About this exercise — Report each line of the entries below that has the word "lineWidth" in it.

(Beginning of Data shown)

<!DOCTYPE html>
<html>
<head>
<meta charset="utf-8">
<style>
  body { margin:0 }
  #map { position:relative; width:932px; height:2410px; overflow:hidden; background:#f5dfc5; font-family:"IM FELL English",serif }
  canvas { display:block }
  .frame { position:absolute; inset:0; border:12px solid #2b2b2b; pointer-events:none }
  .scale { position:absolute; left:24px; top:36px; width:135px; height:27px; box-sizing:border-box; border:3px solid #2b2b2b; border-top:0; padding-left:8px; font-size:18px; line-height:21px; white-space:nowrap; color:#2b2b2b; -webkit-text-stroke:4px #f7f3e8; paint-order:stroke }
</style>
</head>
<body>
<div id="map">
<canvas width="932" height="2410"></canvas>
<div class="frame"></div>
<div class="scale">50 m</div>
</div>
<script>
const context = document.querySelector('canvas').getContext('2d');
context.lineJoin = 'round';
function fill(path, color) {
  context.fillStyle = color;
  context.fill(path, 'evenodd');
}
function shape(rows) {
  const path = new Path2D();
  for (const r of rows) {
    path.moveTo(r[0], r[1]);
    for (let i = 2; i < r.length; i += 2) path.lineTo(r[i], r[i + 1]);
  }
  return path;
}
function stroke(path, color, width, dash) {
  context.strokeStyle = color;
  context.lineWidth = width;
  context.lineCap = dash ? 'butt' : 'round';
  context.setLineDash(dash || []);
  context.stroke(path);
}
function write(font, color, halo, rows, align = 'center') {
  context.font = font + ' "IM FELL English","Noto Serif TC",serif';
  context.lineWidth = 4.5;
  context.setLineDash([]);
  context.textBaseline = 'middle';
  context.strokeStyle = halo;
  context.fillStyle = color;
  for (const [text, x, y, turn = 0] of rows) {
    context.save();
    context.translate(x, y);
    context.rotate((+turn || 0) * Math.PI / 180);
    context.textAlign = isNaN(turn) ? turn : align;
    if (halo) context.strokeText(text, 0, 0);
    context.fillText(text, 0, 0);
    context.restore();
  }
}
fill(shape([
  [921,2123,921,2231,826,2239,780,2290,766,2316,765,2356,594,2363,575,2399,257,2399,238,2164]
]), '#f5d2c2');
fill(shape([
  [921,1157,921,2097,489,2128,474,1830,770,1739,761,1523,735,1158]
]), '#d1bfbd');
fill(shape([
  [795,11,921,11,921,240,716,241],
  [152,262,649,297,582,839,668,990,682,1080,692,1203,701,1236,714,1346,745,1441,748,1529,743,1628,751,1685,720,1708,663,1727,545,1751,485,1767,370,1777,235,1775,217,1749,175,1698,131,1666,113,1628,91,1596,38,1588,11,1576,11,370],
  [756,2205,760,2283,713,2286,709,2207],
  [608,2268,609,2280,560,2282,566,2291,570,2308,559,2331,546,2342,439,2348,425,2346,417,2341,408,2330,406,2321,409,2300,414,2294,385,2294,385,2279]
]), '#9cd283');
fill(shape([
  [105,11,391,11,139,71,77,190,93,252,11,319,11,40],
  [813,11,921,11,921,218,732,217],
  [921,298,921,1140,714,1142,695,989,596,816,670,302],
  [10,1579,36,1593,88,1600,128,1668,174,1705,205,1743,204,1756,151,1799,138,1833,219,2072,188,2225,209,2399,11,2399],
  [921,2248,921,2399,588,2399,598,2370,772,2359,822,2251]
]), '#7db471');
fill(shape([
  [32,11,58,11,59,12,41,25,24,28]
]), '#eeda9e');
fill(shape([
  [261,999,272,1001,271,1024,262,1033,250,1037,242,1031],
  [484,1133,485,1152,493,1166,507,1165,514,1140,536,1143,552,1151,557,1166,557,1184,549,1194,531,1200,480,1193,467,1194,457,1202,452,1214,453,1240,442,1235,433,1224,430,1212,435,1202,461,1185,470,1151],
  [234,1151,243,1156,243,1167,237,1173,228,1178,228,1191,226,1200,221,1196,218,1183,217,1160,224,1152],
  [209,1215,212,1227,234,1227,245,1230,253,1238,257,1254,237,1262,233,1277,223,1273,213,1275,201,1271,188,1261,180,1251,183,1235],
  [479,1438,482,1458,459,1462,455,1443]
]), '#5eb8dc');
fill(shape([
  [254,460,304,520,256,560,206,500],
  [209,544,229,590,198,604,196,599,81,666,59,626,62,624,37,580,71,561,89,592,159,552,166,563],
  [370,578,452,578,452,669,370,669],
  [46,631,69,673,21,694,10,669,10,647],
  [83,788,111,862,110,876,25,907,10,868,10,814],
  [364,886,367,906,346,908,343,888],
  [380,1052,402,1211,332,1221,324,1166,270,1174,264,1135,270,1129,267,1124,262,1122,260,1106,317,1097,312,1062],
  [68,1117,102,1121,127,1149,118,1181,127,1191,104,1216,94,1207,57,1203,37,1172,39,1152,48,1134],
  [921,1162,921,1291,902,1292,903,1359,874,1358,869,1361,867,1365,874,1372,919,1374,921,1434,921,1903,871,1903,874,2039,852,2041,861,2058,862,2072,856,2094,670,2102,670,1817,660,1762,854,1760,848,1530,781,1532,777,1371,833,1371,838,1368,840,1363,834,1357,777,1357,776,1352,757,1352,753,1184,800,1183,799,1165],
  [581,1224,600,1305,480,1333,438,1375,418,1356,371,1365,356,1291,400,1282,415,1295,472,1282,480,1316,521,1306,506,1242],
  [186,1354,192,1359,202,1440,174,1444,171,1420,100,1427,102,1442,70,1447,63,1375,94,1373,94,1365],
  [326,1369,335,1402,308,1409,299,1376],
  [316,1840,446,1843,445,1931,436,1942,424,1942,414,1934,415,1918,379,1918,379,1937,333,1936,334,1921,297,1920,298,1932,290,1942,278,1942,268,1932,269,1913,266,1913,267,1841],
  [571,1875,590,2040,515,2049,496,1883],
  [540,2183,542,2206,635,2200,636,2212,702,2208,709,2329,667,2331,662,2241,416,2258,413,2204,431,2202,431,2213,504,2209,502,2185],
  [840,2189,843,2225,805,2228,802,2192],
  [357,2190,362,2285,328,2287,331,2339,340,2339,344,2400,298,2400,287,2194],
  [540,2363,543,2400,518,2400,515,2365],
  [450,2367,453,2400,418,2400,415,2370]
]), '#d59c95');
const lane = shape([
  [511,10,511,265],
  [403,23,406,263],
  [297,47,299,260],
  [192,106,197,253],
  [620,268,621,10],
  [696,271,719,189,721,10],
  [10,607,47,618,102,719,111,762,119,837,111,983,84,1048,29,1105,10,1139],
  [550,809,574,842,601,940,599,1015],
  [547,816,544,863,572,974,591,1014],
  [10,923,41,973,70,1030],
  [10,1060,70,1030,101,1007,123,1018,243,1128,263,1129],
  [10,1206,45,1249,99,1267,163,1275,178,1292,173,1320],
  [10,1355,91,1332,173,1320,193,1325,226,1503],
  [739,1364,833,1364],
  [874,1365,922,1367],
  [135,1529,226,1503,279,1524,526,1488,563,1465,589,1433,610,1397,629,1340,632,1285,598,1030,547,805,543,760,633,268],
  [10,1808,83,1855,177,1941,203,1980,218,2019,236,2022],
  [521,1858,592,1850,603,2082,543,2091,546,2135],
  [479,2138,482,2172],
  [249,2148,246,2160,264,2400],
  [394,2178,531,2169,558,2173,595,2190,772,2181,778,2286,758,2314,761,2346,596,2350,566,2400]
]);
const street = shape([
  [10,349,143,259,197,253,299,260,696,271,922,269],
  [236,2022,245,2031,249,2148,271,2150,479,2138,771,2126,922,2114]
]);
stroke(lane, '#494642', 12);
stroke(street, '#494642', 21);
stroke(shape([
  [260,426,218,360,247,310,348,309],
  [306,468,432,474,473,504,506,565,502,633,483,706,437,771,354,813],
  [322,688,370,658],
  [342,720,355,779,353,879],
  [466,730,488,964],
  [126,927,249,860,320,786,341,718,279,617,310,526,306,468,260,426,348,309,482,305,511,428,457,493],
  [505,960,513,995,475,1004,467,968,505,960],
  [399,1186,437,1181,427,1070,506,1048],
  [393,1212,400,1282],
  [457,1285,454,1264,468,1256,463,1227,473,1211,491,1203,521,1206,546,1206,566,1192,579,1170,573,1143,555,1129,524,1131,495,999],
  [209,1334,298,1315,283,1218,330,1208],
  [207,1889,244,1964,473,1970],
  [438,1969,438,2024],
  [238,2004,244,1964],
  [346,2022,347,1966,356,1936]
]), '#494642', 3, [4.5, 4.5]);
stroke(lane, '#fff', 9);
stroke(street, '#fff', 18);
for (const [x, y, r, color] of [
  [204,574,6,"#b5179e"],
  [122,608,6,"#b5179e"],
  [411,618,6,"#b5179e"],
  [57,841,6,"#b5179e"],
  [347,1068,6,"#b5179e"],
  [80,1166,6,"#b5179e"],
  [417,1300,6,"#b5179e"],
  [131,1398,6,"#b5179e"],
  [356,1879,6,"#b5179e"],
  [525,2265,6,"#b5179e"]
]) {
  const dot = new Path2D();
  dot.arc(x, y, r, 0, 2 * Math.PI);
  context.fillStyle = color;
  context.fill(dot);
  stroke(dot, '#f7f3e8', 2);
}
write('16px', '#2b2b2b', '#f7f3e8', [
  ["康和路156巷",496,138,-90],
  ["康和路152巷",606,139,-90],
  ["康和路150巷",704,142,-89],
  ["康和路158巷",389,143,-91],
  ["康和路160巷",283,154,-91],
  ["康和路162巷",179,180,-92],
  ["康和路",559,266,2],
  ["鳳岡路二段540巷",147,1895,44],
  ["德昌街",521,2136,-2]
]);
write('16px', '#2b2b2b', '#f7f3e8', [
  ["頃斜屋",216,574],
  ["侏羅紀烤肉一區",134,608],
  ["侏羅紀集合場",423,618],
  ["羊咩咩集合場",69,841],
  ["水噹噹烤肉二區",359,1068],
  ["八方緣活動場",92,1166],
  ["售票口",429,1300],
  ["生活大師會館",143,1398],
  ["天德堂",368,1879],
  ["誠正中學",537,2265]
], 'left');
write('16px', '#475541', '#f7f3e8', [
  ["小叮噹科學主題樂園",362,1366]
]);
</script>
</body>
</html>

(End of Data shown)

Solution to the problem —
  context.lineWidth = width;
  context.lineWidth = 4.5;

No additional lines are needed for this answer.